(Source data)

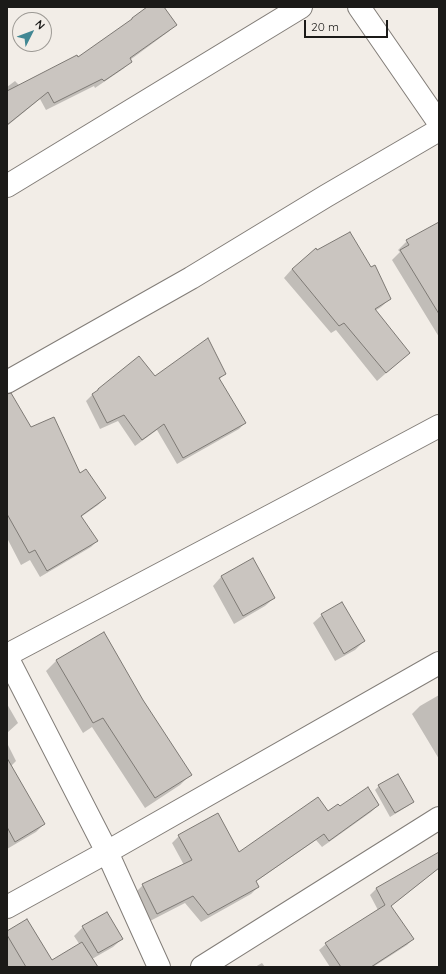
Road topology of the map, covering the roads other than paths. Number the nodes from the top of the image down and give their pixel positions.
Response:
1 (301, 7) edge
2 (359, 7) edge
3 (439, 123) edge
4 (439, 130) edge
5 (7, 186) edge
6 (7, 382) edge
7 (439, 426) edge
8 (7, 656) edge
9 (439, 664) edge
10 (439, 818) edge
11 (107, 852) junction
12 (7, 907) edge
13 (159, 967) edge
14 (202, 967) edge

1 - 5 street
2 - 3 street
4 - 6 street
7 - 8 street
8 - 11 street
9 - 11 street
10 - 14 street
11 - 12 street
11 - 13 street

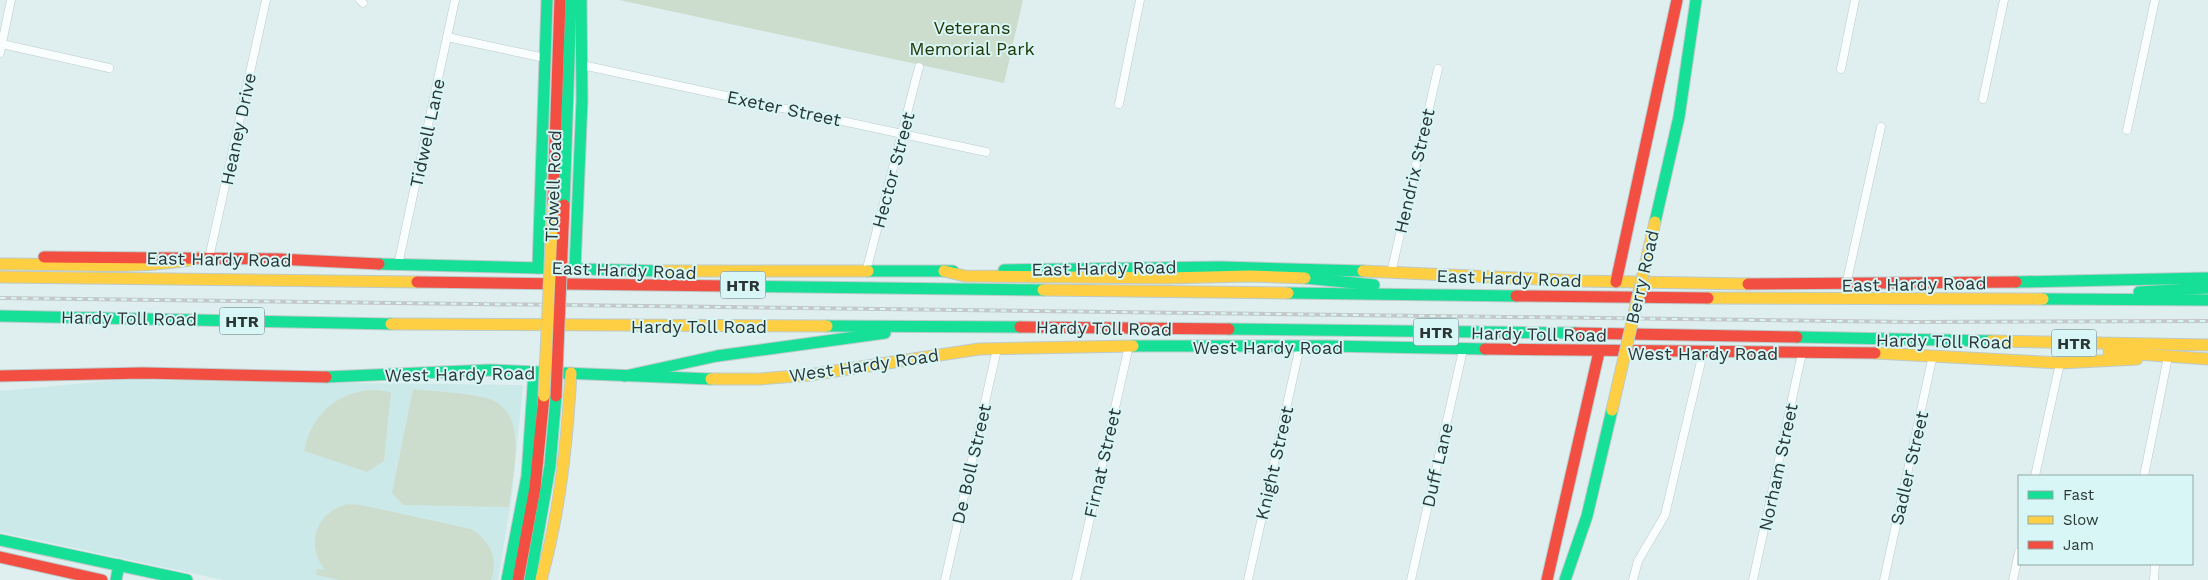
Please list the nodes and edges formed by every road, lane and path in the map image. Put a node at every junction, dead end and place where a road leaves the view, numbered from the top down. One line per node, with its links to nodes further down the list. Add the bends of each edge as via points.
1 (11, 0): 17 (street)
2 (266, 0): 35 (street, Heaney Drive)
3 (455, 0): 16 (street, Tidwell Lane)
4 (547, 0): 19 (main road)
5 (560, 0): 31 (main road, Tidwell Road)
6 (571, 0): 31 (main road, Tidwell Road)
7 (581, 0): 20 (main road)
8 (1140, 0): 26 (street)
9 (1677, 0): 14 (main road)
10 (1696, 0): 15 (main road, Berry Road)
11 (1856, 0): 24 (street)
12 (2004, 0): 25 (street)
13 (2155, 0): 28 (street)
14 (1672, 23): 15 (main road); 45 (main road)
15 (1693, 32): 79 (main road, Berry Road, bridge, via 1679,117 1587,516)
16 (447, 37): 19 (street); 37 (street, Tidwell Lane)
17 (2, 44): 18 (street); 22 (street)
18 (0, 53)
19 (545, 58): 33 (main road)
20 (582, 65): 29 (street, Exeter Street); 32 (main road)
21 (918, 67): 29 (street, Hector Street)
22 (109, 68)
23 (1438, 69): 42 (street, Hendrix Street)
24 (1841, 69)
25 (1983, 98)
26 (1119, 104)
27 (1881, 127): 46 (street)
28 (2127, 130)
29 (903, 134): 30 (street, Exeter Street); 41 (street, Hector Street)
30 (986, 152)
31 (558, 205): 72 (main road, Tidwell Road, bridge)
32 (576, 241): 33 (main road, via 567,253 559,257 546,256); 39 (main road)
33 (538, 247): 38 (main road)
34 (0, 258): 35 (main road, East Hardy Road)
35 (205, 258): 36 (main road, via 179,263 112,266); 37 (main road, East Hardy Road)
36 (0, 264)
37 (398, 265): 38 (main road, East Hardy Road)
38 (538, 268): 39 (main road, East Hardy Road)
39 (575, 268): 41 (main road, East Hardy Road)
40 (944, 271): 41 (main road, East Hardy Road); 42 (main road, East Hardy Road, via 1147,267); 48 (main road, via 965,276 1294,278)
41 (866, 272)
42 (1391, 272): 45 (main road, East Hardy Road)
43 (0, 277): 48 (main road, HTR)
44 (2208, 278): 46 (main road, East Hardy Road)
45 (1616, 282): 46 (main road, East Hardy Road)
46 (1846, 284)
47 (2208, 288): 49 (main road)
48 (1486, 295): 49 (main road, HTR)
49 (2066, 299): 50 (main road, HTR)
50 (2208, 300)
51 (0, 316): 52 (main road, Hardy Toll Road / HTR, via 392,324)
52 (931, 326): 53 (main road, Hardy Toll Road / HTR); 69 (main road, via 717,356)
53 (1941, 342): 54 (main road, Hardy Toll Road / HTR); 64 (main road)
54 (2208, 345)
55 (1129, 346): 56 (main road, West Hardy Road); 57 (main road, West Hardy Road); 90 (street, Firnat Street)
56 (1300, 346): 58 (main road, West Hardy Road); 91 (street, Knight Street)
57 (997, 349): 69 (main road, West Hardy Road, via 966,350 809,375 760,379); 89 (street, De Boll Street)
58 (1463, 350): 59 (main road, West Hardy Road); 92 (street, Duff Lane)
59 (1599, 352): 60 (main road, West Hardy Road); 76 (main road)
60 (1702, 353): 61 (main road, West Hardy Road); 95 (street, via 1665,515 1638,561)
61 (1802, 353): 62 (main road, West Hardy Road); 96 (street, Norham Street)
62 (1934, 356): 65 (main road, West Hardy Road); 97 (street, Sadler Street)
63 (2168, 358): 64 (main road, West Hardy Road); 65 (main road, West Hardy Road); 74 (street)
64 (2208, 359)
65 (2060, 363): 73 (street)
66 (534, 372): 67 (main road, West Hardy Road); 68 (main road, West Hardy Road, via 489,370 337,377 143,373); 70 (main road)
67 (571, 373): 69 (main road, West Hardy Road); 71 (main road)
68 (0, 376)
69 (625, 376)
70 (532, 393): 71 (main road, via 548,383 558,384); 85 (main road, via 527,476)
71 (569, 395): 88 (main road, via 557,519)
72 (550, 396): 86 (main road, Tidwell Road); 87 (main road, Tidwell Road, via 547,492)
73 (2035, 475)
74 (2144, 475)
75 (0, 540): 80 (main road)
76 (1554, 553): 79 (main road); 93 (main road)
77 (0, 557): 82 (main road)
78 (2018, 557): 98 (street)
79 (1572, 562): 94 (main road, Berry Road)
80 (119, 565): 83 (main road); 84 (main road)
81 (2156, 565): 99 (street)
82 (102, 580)
83 (116, 580)
84 (187, 580)
85 (507, 580)
86 (518, 580)
87 (530, 580)
88 (541, 580)
89 (945, 580)
90 (1076, 580)
91 (1248, 580)
92 (1411, 580)
93 (1547, 580)
94 (1565, 580)
95 (1633, 580)
96 (1753, 580)
97 (1884, 580)
98 (2013, 580)
99 (2154, 580)

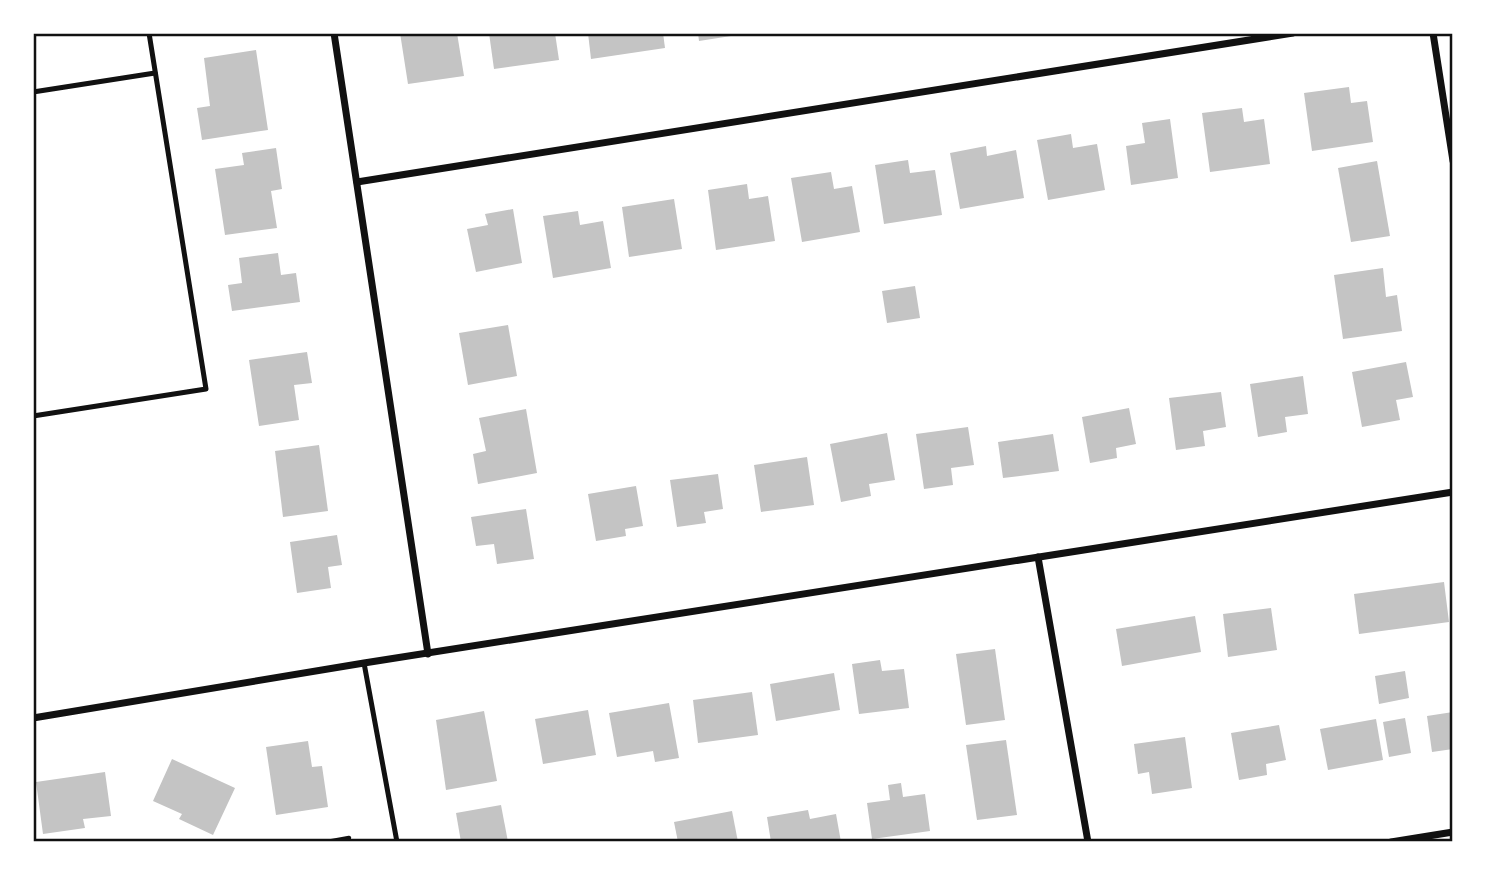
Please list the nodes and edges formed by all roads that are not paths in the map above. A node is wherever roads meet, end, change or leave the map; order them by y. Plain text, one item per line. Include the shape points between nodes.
1 (149, 33) edge
2 (334, 33) edge
3 (1293, 33) edge
4 (1433, 33) edge
5 (155, 73) junction
6 (33, 92) edge
7 (1453, 161) edge
8 (357, 181) junction
9 (33, 416) edge
10 (1453, 492) edge
11 (1038, 557) junction
12 (428, 654) junction
13 (364, 663) junction
14 (33, 718) edge
15 (1453, 832) edge
16 (397, 842) edge
17 (1088, 842) edge
18 (1391, 842) edge

1 - 5 lane
2 - 8 street
3 - 8 street
4 - 7 street
5 - 6 lane
5 - 9 lane via 206,389
8 - 12 street
10 - 11 street
11 - 12 street
11 - 17 street
12 - 13 street
13 - 14 street
13 - 16 lane
15 - 18 street

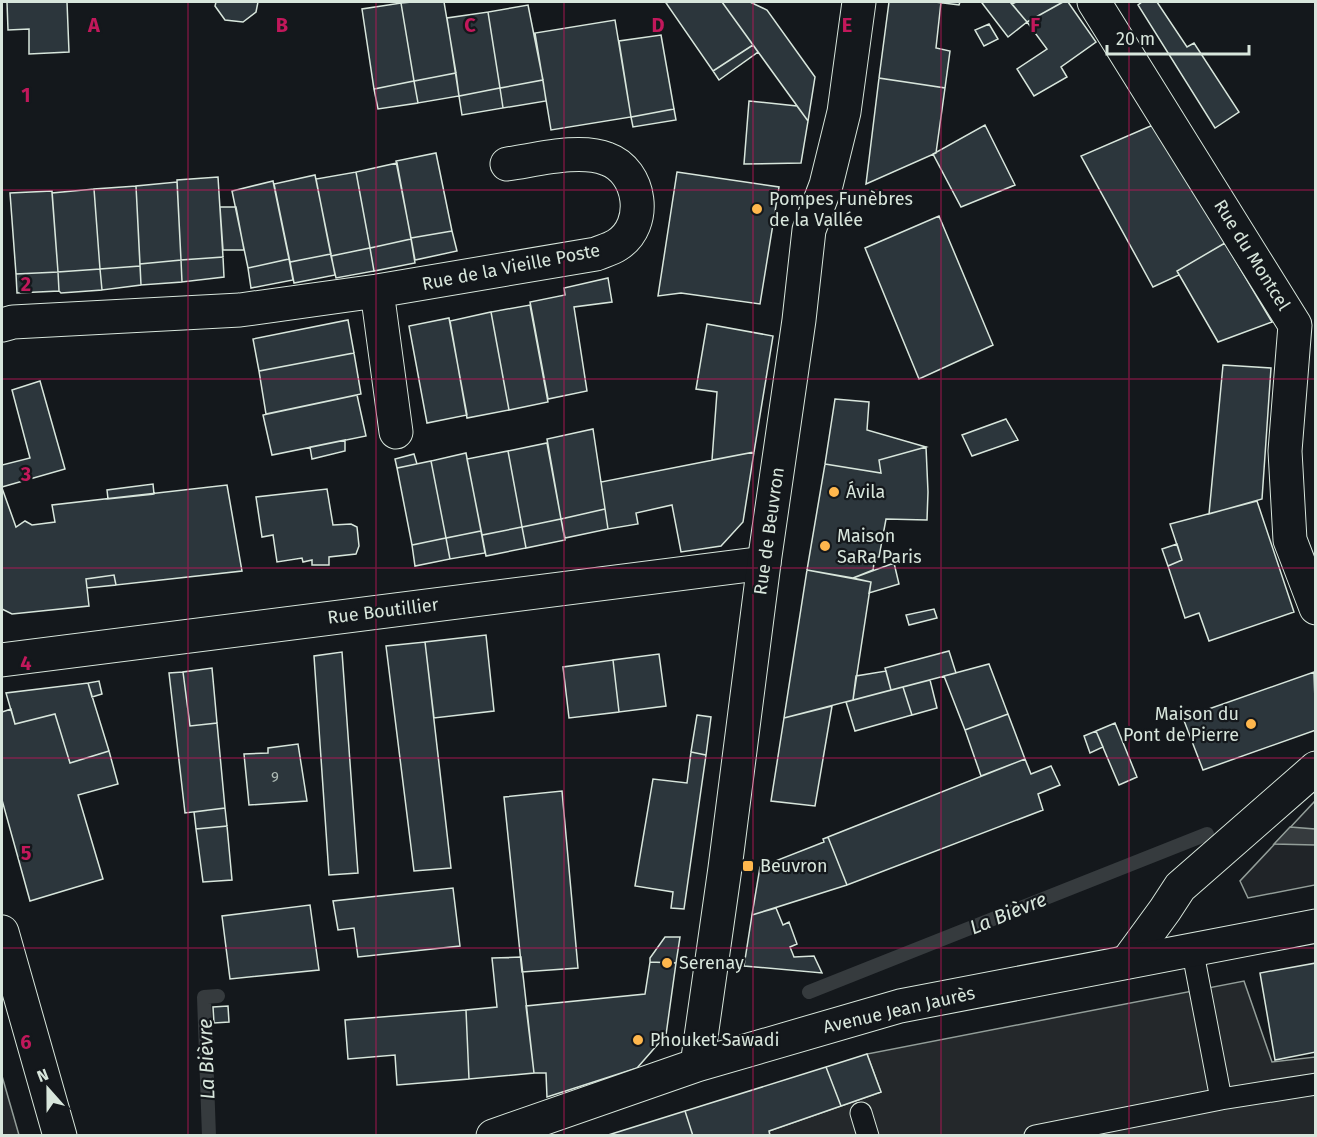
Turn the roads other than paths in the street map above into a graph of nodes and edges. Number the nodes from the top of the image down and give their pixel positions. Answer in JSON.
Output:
{"nodes":[{"id":1,"x":859,"y":2,"type":"edge"},
{"id":2,"x":1094,"y":2,"type":"edge"},
{"id":3,"x":507,"y":164,"type":"dead end"},
{"id":4,"x":377,"y":291,"type":"junction"},
{"id":5,"x":2,"y":325,"type":"edge"},
{"id":6,"x":396,"y":432,"type":"dead end"},
{"id":7,"x":764,"y":563,"type":"junction"},
{"id":8,"x":1316,"y":608,"type":"edge"},
{"id":9,"x":2,"y":660,"type":"edge"},
{"id":10,"x":1316,"y":768,"type":"edge"},
{"id":11,"x":1316,"y":926,"type":"edge"},
{"id":12,"x":2,"y":932,"type":"edge"},
{"id":13,"x":1192,"y":948,"type":"junction"},
{"id":14,"x":1127,"y":962,"type":"junction"},
{"id":15,"x":697,"y":1065,"type":"junction"},
{"id":16,"x":1316,"y":1083,"type":"edge"},
{"id":17,"x":1221,"y":1099,"type":"junction"},
{"id":18,"x":861,"y":1113,"type":"dead end"},
{"id":19,"x":59,"y":1135,"type":"edge"},
{"id":20,"x":493,"y":1136,"type":"edge"},
{"id":21,"x":868,"y":1136,"type":"edge"},
{"id":22,"x":1035,"y":1136,"type":"edge"}],
"edges":[{"from":1,"to":7,"type":"street","name":"Rue de Beuvron"},
{"from":2,"to":8,"type":"street","name":"Rue du Montcel"},
{"from":3,"to":4,"type":"street","name":"Rue de la Vieille Poste"},
{"from":4,"to":5,"type":"street","name":"Rue de la Vieille Poste"},
{"from":4,"to":6,"type":"street"},
{"from":7,"to":9,"type":"street","name":"Rue Boutillier"},
{"from":7,"to":15,"type":"street","name":"Rue de Beuvron"},
{"from":10,"to":14,"type":"street"},
{"from":11,"to":13,"type":"street","name":"Avenue Jean Jaurès"},
{"from":12,"to":19,"type":"street"},
{"from":13,"to":14,"type":"street","name":"Avenue Jean Jaurès"},
{"from":13,"to":17,"type":"lane"},
{"from":14,"to":15,"type":"street","name":"Avenue Jean Jaurès"},
{"from":15,"to":20,"type":"street","name":"Avenue Jean Jaurès"},
{"from":16,"to":17,"type":"lane"},
{"from":17,"to":22,"type":"lane"},
{"from":18,"to":21,"type":"lane"}]}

**PROBLEM TO SOLVE**. Go through the data above and copy each line that holds the word "Tidwell".

**OUTPUT OF THE TASK**.
3 (455, 0): 16 (street, Tidwell Lane)
5 (560, 0): 31 (main road, Tidwell Road)
6 (571, 0): 31 (main road, Tidwell Road)
16 (447, 37): 19 (street); 37 (street, Tidwell Lane)
31 (558, 205): 72 (main road, Tidwell Road, bridge)
72 (550, 396): 86 (main road, Tidwell Road); 87 (main road, Tidwell Road, via 547,492)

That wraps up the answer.